Few first-year students of sociology can say they have an understanding of the inner workings of the United Nations.
Former Desmond Tutu Emerging Leadership awardee Stacey-Leigh Titus (18) counts herself lucky. She attended a three-day United Nations conference last month, held at the University of Stellenbosch.
Perhaps lucky is a bad word. As former golfing great Gary Player once told a snotty reporter: "The more I practise, the luckier I get."
In this sense, Titus has done the yards, persistently. From her early high-school days at Fairmount Secondary School in Grassy Park, she has worked at her leadership: as head of her church home-cell group, on the school's youth committee in grade 10, in conflict resolution and peer mediation, on the school's Student Representative Council at school, and, finally, as head student.

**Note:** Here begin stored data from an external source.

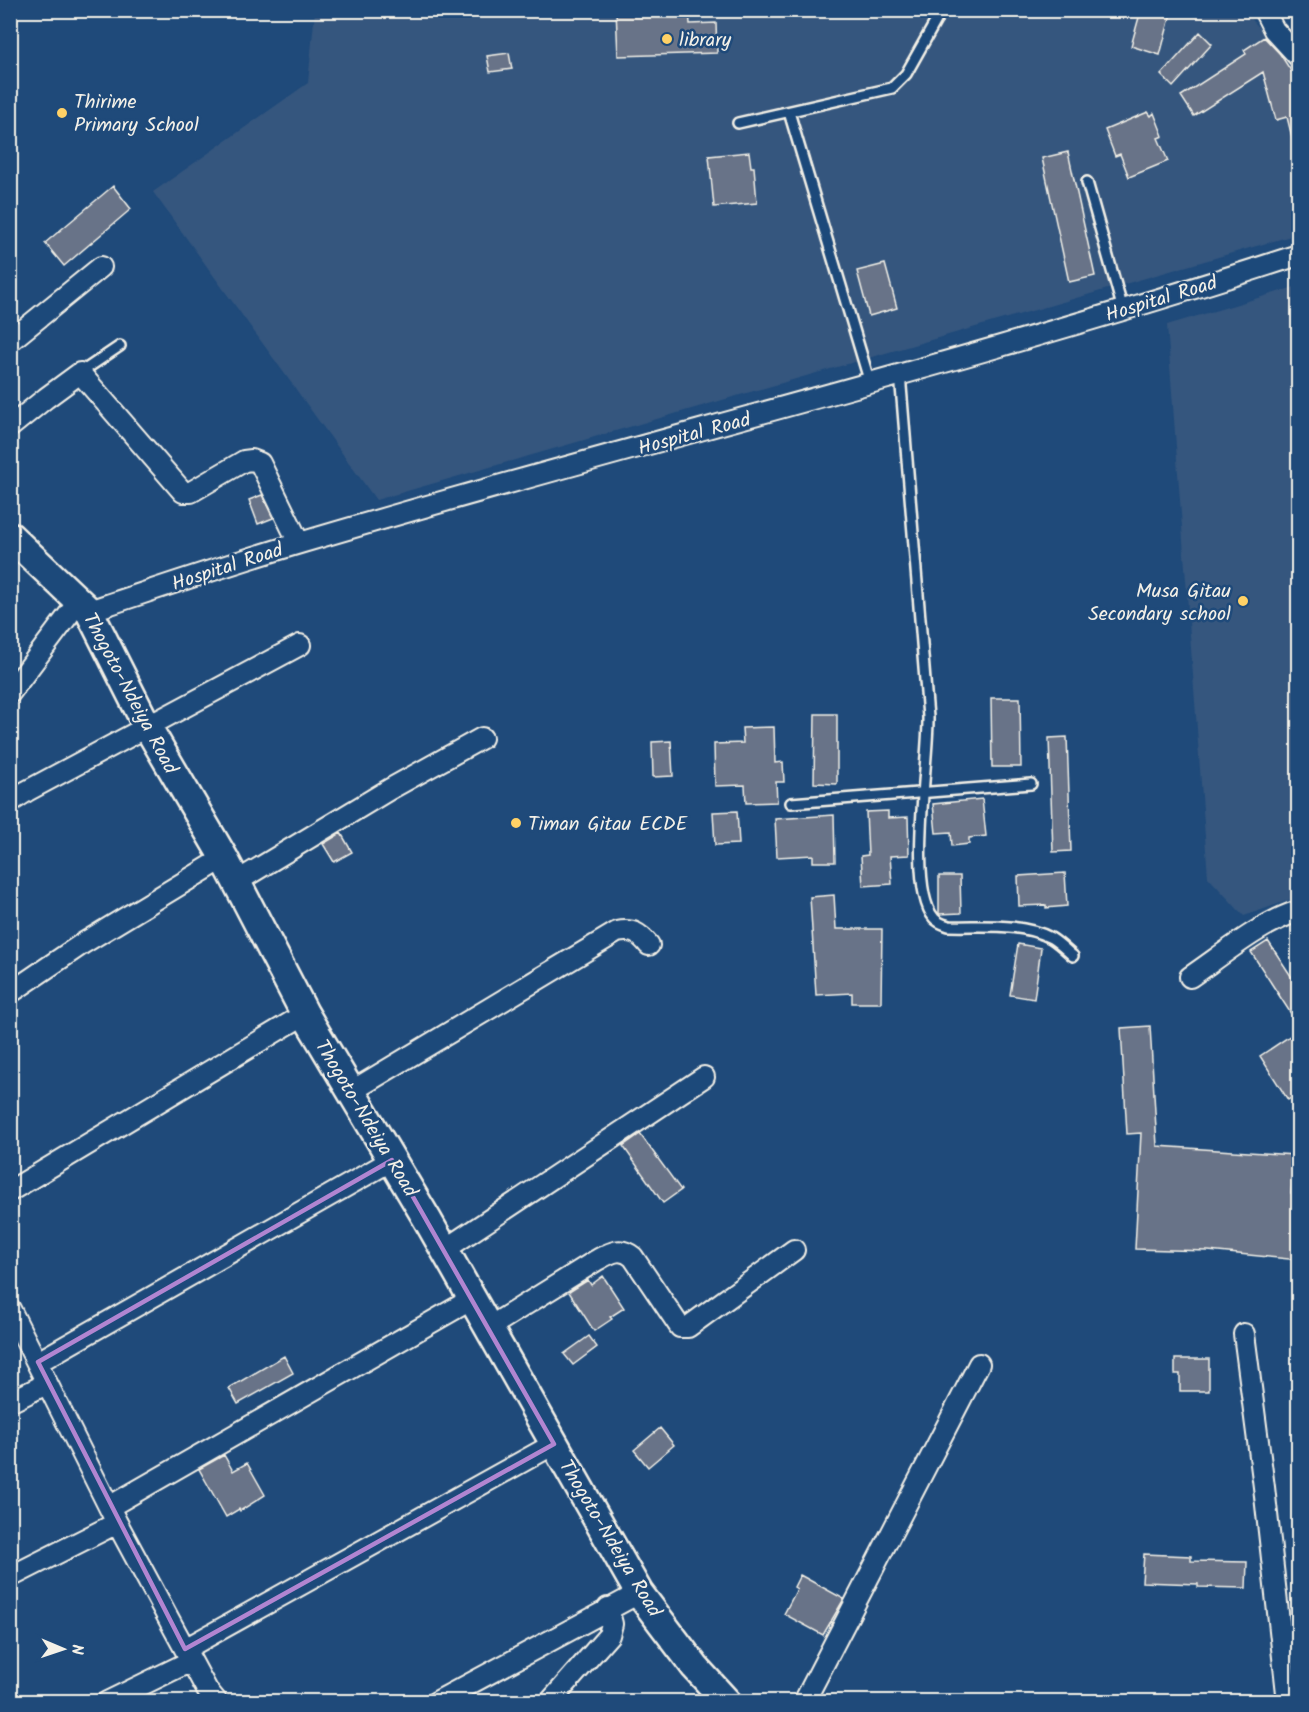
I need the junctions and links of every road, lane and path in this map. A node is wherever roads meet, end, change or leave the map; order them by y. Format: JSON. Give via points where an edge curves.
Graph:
{"nodes":[{"id":1,"x":942,"y":10,"type":"edge"},
{"id":2,"x":1264,"y":10,"type":"edge"},
{"id":3,"x":1299,"y":56,"type":"edge"},
{"id":4,"x":789,"y":112,"type":"junction"},
{"id":5,"x":738,"y":123,"type":"dead end"},
{"id":6,"x":1087,"y":182,"type":"dead end"},
{"id":7,"x":1299,"y":255,"type":"edge"},
{"id":8,"x":101,"y":267,"type":"dead end"},
{"id":9,"x":1123,"y":310,"type":"junction"},
{"id":10,"x":10,"y":341,"type":"edge"},
{"id":11,"x":120,"y":346,"type":"dead end"},
{"id":12,"x":80,"y":373,"type":"junction"},
{"id":13,"x":900,"y":374,"type":"junction"},
{"id":14,"x":870,"y":383,"type":"junction"},
{"id":15,"x":10,"y":427,"type":"edge"},
{"id":16,"x":10,"y":536,"type":"edge"},
{"id":17,"x":299,"y":543,"type":"junction"},
{"id":18,"x":84,"y":606,"type":"junction"},
{"id":19,"x":300,"y":645,"type":"dead end"},
{"id":20,"x":10,"y":693,"type":"edge"},
{"id":21,"x":147,"y":726,"type":"junction"},
{"id":22,"x":482,"y":738,"type":"dead end"},
{"id":23,"x":1031,"y":784,"type":"dead end"},
{"id":24,"x":923,"y":792,"type":"junction"},
{"id":25,"x":10,"y":802,"type":"edge"},
{"id":26,"x":791,"y":803,"type":"dead end"},
{"id":27,"x":224,"y":858,"type":"junction"},
{"id":28,"x":236,"y":882,"type":"junction"},
{"id":29,"x":1299,"y":911,"type":"edge"},
{"id":30,"x":649,"y":945,"type":"dead end"},
{"id":31,"x":1073,"y":956,"type":"dead end"},
{"id":32,"x":1190,"y":977,"type":"dead end"},
{"id":33,"x":10,"y":993,"type":"edge"},
{"id":34,"x":305,"y":1014,"type":"junction"},
{"id":35,"x":704,"y":1077,"type":"dead end"},
{"id":36,"x":352,"y":1091,"type":"junction"},
{"id":37,"x":392,"y":1160,"type":"junction"},
{"id":38,"x":10,"y":1191,"type":"edge"},
{"id":39,"x":444,"y":1250,"type":"junction"},
{"id":40,"x":794,"y":1250,"type":"dead end"},
{"id":41,"x":472,"y":1299,"type":"junction"},
{"id":42,"x":10,"y":1309,"type":"edge"},
{"id":43,"x":488,"y":1328,"type":"junction"},
{"id":44,"x":1244,"y":1334,"type":"dead end"},
{"id":45,"x":38,"y":1362,"type":"junction"},
{"id":46,"x":979,"y":1364,"type":"dead end"},
{"id":47,"x":46,"y":1384,"type":"junction"},
{"id":48,"x":10,"y":1402,"type":"edge"},
{"id":49,"x":554,"y":1444,"type":"junction"},
{"id":50,"x":113,"y":1515,"type":"junction"},
{"id":51,"x":10,"y":1577,"type":"edge"},
{"id":52,"x":639,"y":1593,"type":"junction"},
{"id":53,"x":608,"y":1608,"type":"junction"},
{"id":54,"x":188,"y":1655,"type":"junction"},
{"id":55,"x":106,"y":1701,"type":"edge"},
{"id":56,"x":217,"y":1701,"type":"edge"},
{"id":57,"x":436,"y":1701,"type":"edge"},
{"id":58,"x":550,"y":1701,"type":"edge"},
{"id":59,"x":727,"y":1701,"type":"edge"},
{"id":60,"x":804,"y":1701,"type":"edge"},
{"id":61,"x":1288,"y":1701,"type":"edge"}],
"edges":[{"from":1,"to":4,"type":"lane","via":[[906,74],[892,88]]},
{"from":2,"to":3,"type":"street","via":[[1274,30]]},
{"from":4,"to":5,"type":"lane"},
{"from":4,"to":14,"type":"lane"},
{"from":6,"to":9,"type":"lane"},
{"from":7,"to":9,"type":"street","name":"Hospital Road"},
{"from":8,"to":10,"type":"street"},
{"from":9,"to":13,"type":"street","name":"Hospital Road"},
{"from":11,"to":12,"type":"lane"},
{"from":12,"to":15,"type":"street"},
{"from":12,"to":17,"type":"street","via":[[183,492],[191,492],[244,461],[260,463]]},
{"from":13,"to":14,"type":"street","name":"Hospital Road"},
{"from":13,"to":24,"type":"lane","via":[[928,717]]},
{"from":14,"to":17,"type":"street","name":"Hospital Road"},
{"from":16,"to":18,"type":"main road","name":"Thogoto-Ndeiya Road"},
{"from":17,"to":18,"type":"street","name":"Hospital Road"},
{"from":18,"to":20,"type":"street"},
{"from":18,"to":21,"type":"main road","name":"Thogoto-Ndeiya Road"},
{"from":19,"to":21,"type":"street"},
{"from":21,"to":25,"type":"street"},
{"from":21,"to":27,"type":"main road","name":"Thogoto-Ndeiya Road"},
{"from":22,"to":28,"type":"street"},
{"from":23,"to":24,"type":"lane"},
{"from":24,"to":26,"type":"lane"},
{"from":24,"to":31,"type":"lane","via":[[921,866],[932,916],[950,926],[1038,932]]},
{"from":27,"to":28,"type":"main road","name":"Thogoto-Ndeiya Road"},
{"from":27,"to":33,"type":"street","via":[[82,944]]},
{"from":28,"to":34,"type":"main road","name":"Thogoto-Ndeiya Road"},
{"from":29,"to":32,"type":"street","via":[[1255,933]]},
{"from":30,"to":36,"type":"street","via":[[632,931],[617,932]]},
{"from":34,"to":36,"type":"main road","name":"Thogoto-Ndeiya Road"},
{"from":34,"to":38,"type":"street"},
{"from":35,"to":39,"type":"street"},
{"from":36,"to":37,"type":"main road","name":"Thogoto-Ndeiya Road"},
{"from":37,"to":39,"type":"main road","name":"Thogoto-Ndeiya Road"},
{"from":37,"to":45,"type":"street"},
{"from":39,"to":41,"type":"main road","name":"Thogoto-Ndeiya Road"},
{"from":40,"to":43,"type":"street","via":[[688,1328],[680,1327],[633,1257],[621,1250],[597,1260]]},
{"from":41,"to":43,"type":"main road","name":"Thogoto-Ndeiya Road"},
{"from":41,"to":50,"type":"street"},
{"from":42,"to":45,"type":"street"},
{"from":43,"to":49,"type":"main road","name":"Thogoto-Ndeiya Road"},
{"from":44,"to":61,"type":"street"},
{"from":45,"to":47,"type":"street"},
{"from":46,"to":60,"type":"street"},
{"from":47,"to":48,"type":"street"},
{"from":47,"to":50,"type":"street"},
{"from":49,"to":52,"type":"main road","name":"Thogoto-Ndeiya Road"},
{"from":49,"to":54,"type":"street"},
{"from":50,"to":51,"type":"street"},
{"from":50,"to":54,"type":"street"},
{"from":52,"to":53,"type":"street"},
{"from":52,"to":59,"type":"main road","name":"Thogoto-Ndeiya Road","via":[[695,1667]]},
{"from":53,"to":57,"type":"street"},
{"from":53,"to":58,"type":"street","via":[[612,1624],[609,1635]]},
{"from":54,"to":55,"type":"street"},
{"from":54,"to":56,"type":"street"}]}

The conference, The African Regional Model United Nations Conference (or ARMUN, if that's a bit of a mouthful), was a simulation of the UN's Millennium Review Summit. This summit recently convened at their headquarters in New York to discuss the Millennium Development Goals, set by the General Assembly in September 2000.
The eight Millennium Development Goals (MDGs), which range from halving extreme poverty to halting the spread of HIV/AIDS and providing universal primary education, all by the target date of 2015, form a blueprint agreed to by the world's nations and leading development agencies. Together, they have galvanised in an unprecedented effort to meet the needs of the world's poorest.
The various countries are tailoring the Millennium Development Goals to national circumstances, building these into national development strategies. For more than 70 of the poorest countries, the main strategic tool is a national poverty-reduction strategy.
The simulated conference gave young South African leaders like Titus a taste of how the UN goes about things - and how important negotiation and leadership will be in achieving the eight millennium goals by 2015.
"We reviewed the progress made, especially by African countries," Titus explained. President Thabo Mbeki recently took African leaders to task for their lacklustre commitment to the Millennium Development Goals.
"The main problem in Africa remains poverty," Titus said.
She and her partner, Taariq Kagee (18) from Retreat, a first-year BCom student of the University of the Western Cape, were chosen to act for Sweden and to produce a paper on that country's behalf, detailing their plans to help the world's poorest nations.
"Our plans included debt relief, a reduction of trade barriers and the transfer of intellectual capital between developed and developing countries," Titus added. "We had to negotiate with other countries and form alliances with them."
It's useful insight. Titus says whenever she hears news about the United Nations now, she listens with a more finely-tuned ear. World events reported in the daily newspaper are scoured with renewed interest.
"I understand now why the UN takes so long to reach consensus. Our simulated meetings stretched from morning until 21h00, time spent just negotiating."